Every line of the data below is to be written out again exactly.

Saved data entries:
↓↓↓
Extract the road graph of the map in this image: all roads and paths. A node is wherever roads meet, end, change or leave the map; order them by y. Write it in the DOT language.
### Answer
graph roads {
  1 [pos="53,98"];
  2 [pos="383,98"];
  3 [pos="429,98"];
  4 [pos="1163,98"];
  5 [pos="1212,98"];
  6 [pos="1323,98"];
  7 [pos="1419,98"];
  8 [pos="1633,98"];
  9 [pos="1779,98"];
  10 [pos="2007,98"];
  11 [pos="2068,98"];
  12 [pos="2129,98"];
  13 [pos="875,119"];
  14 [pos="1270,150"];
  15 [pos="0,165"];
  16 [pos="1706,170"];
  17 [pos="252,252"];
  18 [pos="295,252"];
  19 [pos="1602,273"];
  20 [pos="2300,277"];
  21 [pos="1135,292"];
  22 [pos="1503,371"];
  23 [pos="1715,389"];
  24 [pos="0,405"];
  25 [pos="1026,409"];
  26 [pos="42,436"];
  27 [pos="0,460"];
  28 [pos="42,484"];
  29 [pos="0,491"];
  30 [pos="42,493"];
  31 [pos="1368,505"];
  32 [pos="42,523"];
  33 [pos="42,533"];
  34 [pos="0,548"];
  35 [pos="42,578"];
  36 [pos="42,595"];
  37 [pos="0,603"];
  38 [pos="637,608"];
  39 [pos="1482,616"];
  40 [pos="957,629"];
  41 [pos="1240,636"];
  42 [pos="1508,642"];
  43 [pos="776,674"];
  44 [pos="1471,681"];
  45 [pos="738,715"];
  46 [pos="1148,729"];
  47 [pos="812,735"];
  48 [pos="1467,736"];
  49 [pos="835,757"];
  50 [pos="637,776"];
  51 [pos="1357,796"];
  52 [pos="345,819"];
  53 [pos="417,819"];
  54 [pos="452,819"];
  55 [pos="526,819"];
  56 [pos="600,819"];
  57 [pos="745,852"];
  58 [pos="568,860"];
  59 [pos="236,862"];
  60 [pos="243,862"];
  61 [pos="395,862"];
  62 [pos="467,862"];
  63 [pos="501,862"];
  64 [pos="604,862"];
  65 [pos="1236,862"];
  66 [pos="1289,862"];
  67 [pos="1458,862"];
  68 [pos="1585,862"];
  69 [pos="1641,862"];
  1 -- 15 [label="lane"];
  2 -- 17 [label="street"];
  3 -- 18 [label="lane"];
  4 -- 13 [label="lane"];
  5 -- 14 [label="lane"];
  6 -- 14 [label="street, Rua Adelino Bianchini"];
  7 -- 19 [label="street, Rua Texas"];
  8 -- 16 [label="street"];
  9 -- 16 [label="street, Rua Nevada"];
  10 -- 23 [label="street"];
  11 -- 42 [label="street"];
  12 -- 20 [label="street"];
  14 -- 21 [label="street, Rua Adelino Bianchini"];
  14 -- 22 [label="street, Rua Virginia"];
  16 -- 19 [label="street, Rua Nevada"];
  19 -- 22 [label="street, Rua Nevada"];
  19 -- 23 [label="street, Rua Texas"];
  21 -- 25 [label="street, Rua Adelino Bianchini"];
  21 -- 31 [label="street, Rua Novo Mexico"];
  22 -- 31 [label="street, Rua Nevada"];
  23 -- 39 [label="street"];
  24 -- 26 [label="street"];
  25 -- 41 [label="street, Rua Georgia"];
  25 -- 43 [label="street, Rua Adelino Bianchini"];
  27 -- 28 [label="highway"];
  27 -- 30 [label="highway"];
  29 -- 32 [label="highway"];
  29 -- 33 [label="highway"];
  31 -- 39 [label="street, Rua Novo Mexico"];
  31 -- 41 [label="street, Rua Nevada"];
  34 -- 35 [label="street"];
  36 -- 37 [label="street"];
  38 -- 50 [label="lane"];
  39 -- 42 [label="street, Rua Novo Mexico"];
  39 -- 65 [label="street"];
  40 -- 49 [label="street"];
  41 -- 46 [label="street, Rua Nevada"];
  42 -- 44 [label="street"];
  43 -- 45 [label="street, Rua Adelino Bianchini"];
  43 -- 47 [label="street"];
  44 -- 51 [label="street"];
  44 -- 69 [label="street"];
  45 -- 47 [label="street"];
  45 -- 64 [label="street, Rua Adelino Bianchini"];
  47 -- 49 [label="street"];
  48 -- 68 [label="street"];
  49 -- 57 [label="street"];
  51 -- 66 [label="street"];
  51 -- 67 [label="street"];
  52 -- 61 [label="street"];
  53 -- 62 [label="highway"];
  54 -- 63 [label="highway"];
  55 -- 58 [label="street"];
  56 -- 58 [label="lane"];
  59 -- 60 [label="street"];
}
↑↑↑
Solution below:
Extract the road graph of the map in this image: all roads and paths. A node is wherever roads meet, end, change or leave the map; order them by y. Write it in the DOT language.
### Answer
graph roads {
  1 [pos="53,98"];
  2 [pos="383,98"];
  3 [pos="429,98"];
  4 [pos="1163,98"];
  5 [pos="1212,98"];
  6 [pos="1323,98"];
  7 [pos="1419,98"];
  8 [pos="1633,98"];
  9 [pos="1779,98"];
  10 [pos="2007,98"];
  11 [pos="2068,98"];
  12 [pos="2129,98"];
  13 [pos="875,119"];
  14 [pos="1270,150"];
  15 [pos="0,165"];
  16 [pos="1706,170"];
  17 [pos="252,252"];
  18 [pos="295,252"];
  19 [pos="1602,273"];
  20 [pos="2300,277"];
  21 [pos="1135,292"];
  22 [pos="1503,371"];
  23 [pos="1715,389"];
  24 [pos="0,405"];
  25 [pos="1026,409"];
  26 [pos="42,436"];
  27 [pos="0,460"];
  28 [pos="42,484"];
  29 [pos="0,491"];
  30 [pos="42,493"];
  31 [pos="1368,505"];
  32 [pos="42,523"];
  33 [pos="42,533"];
  34 [pos="0,548"];
  35 [pos="42,578"];
  36 [pos="42,595"];
  37 [pos="0,603"];
  38 [pos="637,608"];
  39 [pos="1482,616"];
  40 [pos="957,629"];
  41 [pos="1240,636"];
  42 [pos="1508,642"];
  43 [pos="776,674"];
  44 [pos="1471,681"];
  45 [pos="738,715"];
  46 [pos="1148,729"];
  47 [pos="812,735"];
  48 [pos="1467,736"];
  49 [pos="835,757"];
  50 [pos="637,776"];
  51 [pos="1357,796"];
  52 [pos="345,819"];
  53 [pos="417,819"];
  54 [pos="452,819"];
  55 [pos="526,819"];
  56 [pos="600,819"];
  57 [pos="745,852"];
  58 [pos="568,860"];
  59 [pos="236,862"];
  60 [pos="243,862"];
  61 [pos="395,862"];
  62 [pos="467,862"];
  63 [pos="501,862"];
  64 [pos="604,862"];
  65 [pos="1236,862"];
  66 [pos="1289,862"];
  67 [pos="1458,862"];
  68 [pos="1585,862"];
  69 [pos="1641,862"];
  1 -- 15 [label="lane"];
  2 -- 17 [label="street"];
  3 -- 18 [label="lane"];
  4 -- 13 [label="lane"];
  5 -- 14 [label="lane"];
  6 -- 14 [label="street, Rua Adelino Bianchini"];
  7 -- 19 [label="street, Rua Texas"];
  8 -- 16 [label="street"];
  9 -- 16 [label="street, Rua Nevada"];
  10 -- 23 [label="street"];
  11 -- 42 [label="street"];
  12 -- 20 [label="street"];
  14 -- 21 [label="street, Rua Adelino Bianchini"];
  14 -- 22 [label="street, Rua Virginia"];
  16 -- 19 [label="street, Rua Nevada"];
  19 -- 22 [label="street, Rua Nevada"];
  19 -- 23 [label="street, Rua Texas"];
  21 -- 25 [label="street, Rua Adelino Bianchini"];
  21 -- 31 [label="street, Rua Novo Mexico"];
  22 -- 31 [label="street, Rua Nevada"];
  23 -- 39 [label="street"];
  24 -- 26 [label="street"];
  25 -- 41 [label="street, Rua Georgia"];
  25 -- 43 [label="street, Rua Adelino Bianchini"];
  27 -- 28 [label="highway"];
  27 -- 30 [label="highway"];
  29 -- 32 [label="highway"];
  29 -- 33 [label="highway"];
  31 -- 39 [label="street, Rua Novo Mexico"];
  31 -- 41 [label="street, Rua Nevada"];
  34 -- 35 [label="street"];
  36 -- 37 [label="street"];
  38 -- 50 [label="lane"];
  39 -- 42 [label="street, Rua Novo Mexico"];
  39 -- 65 [label="street"];
  40 -- 49 [label="street"];
  41 -- 46 [label="street, Rua Nevada"];
  42 -- 44 [label="street"];
  43 -- 45 [label="street, Rua Adelino Bianchini"];
  43 -- 47 [label="street"];
  44 -- 51 [label="street"];
  44 -- 69 [label="street"];
  45 -- 47 [label="street"];
  45 -- 64 [label="street, Rua Adelino Bianchini"];
  47 -- 49 [label="street"];
  48 -- 68 [label="street"];
  49 -- 57 [label="street"];
  51 -- 66 [label="street"];
  51 -- 67 [label="street"];
  52 -- 61 [label="street"];
  53 -- 62 [label="highway"];
  54 -- 63 [label="highway"];
  55 -- 58 [label="street"];
  56 -- 58 [label="lane"];
  59 -- 60 [label="street"];
}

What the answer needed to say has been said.